### TASK REQUIREMENTS
Write out precisely the lines beginning with the line that contains "middle dip: (999, 679)" and ending with the last line of the entries, and no other lines.

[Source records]
==============================
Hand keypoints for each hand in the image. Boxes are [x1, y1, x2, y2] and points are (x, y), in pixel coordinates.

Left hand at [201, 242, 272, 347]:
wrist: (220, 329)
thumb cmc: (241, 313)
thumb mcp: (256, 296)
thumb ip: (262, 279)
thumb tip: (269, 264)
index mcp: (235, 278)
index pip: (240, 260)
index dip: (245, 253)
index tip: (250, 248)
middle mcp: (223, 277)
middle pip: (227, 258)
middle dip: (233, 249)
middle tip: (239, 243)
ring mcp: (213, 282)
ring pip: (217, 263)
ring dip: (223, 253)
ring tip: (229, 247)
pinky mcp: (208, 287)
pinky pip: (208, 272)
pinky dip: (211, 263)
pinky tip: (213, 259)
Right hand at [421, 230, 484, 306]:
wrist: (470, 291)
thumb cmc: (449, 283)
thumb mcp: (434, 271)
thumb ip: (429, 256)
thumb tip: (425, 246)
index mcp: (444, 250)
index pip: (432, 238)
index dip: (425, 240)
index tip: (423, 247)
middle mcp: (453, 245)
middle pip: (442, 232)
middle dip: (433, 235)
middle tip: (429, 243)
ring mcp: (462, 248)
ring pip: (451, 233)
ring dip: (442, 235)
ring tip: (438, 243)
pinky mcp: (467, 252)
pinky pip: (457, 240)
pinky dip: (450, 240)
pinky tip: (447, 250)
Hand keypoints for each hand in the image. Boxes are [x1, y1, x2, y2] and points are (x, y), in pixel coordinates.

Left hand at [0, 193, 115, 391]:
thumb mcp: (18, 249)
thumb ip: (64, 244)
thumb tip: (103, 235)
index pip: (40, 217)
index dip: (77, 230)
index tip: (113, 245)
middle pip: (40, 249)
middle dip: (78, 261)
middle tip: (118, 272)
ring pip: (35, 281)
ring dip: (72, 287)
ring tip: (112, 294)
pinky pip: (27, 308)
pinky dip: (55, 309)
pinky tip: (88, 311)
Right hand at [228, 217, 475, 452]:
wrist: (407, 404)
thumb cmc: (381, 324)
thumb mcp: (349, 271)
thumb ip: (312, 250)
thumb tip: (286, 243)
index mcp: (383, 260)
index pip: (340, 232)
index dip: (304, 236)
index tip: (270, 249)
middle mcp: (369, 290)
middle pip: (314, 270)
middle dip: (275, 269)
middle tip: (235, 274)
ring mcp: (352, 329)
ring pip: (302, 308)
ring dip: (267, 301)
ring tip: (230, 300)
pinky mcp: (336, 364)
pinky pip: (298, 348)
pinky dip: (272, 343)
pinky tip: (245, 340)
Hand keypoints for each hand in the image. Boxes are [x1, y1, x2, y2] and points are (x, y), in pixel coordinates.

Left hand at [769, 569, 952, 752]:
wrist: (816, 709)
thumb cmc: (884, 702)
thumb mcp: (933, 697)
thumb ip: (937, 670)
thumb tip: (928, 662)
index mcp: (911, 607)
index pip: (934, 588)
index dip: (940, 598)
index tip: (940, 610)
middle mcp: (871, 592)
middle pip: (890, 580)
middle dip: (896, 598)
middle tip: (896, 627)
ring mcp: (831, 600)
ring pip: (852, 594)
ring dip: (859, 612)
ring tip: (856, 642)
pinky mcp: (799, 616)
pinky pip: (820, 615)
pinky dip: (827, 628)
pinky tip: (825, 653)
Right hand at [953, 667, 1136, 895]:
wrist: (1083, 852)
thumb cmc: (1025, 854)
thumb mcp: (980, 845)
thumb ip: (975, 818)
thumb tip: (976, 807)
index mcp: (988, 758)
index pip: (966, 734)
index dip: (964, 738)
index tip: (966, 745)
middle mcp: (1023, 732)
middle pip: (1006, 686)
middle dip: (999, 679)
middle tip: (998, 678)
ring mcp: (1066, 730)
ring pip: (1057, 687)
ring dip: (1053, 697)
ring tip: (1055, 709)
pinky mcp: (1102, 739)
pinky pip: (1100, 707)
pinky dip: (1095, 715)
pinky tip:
==============================
### FINISHED EXERCISE
middle dip: (999, 679)
middle tip: (998, 678)
ring mcp: (1066, 730)
ring pip: (1057, 687)
ring dip: (1053, 697)
ring tip: (1055, 709)
pinky mcp: (1102, 739)
pinky pip: (1100, 707)
pinky dip: (1095, 715)
pinky tip:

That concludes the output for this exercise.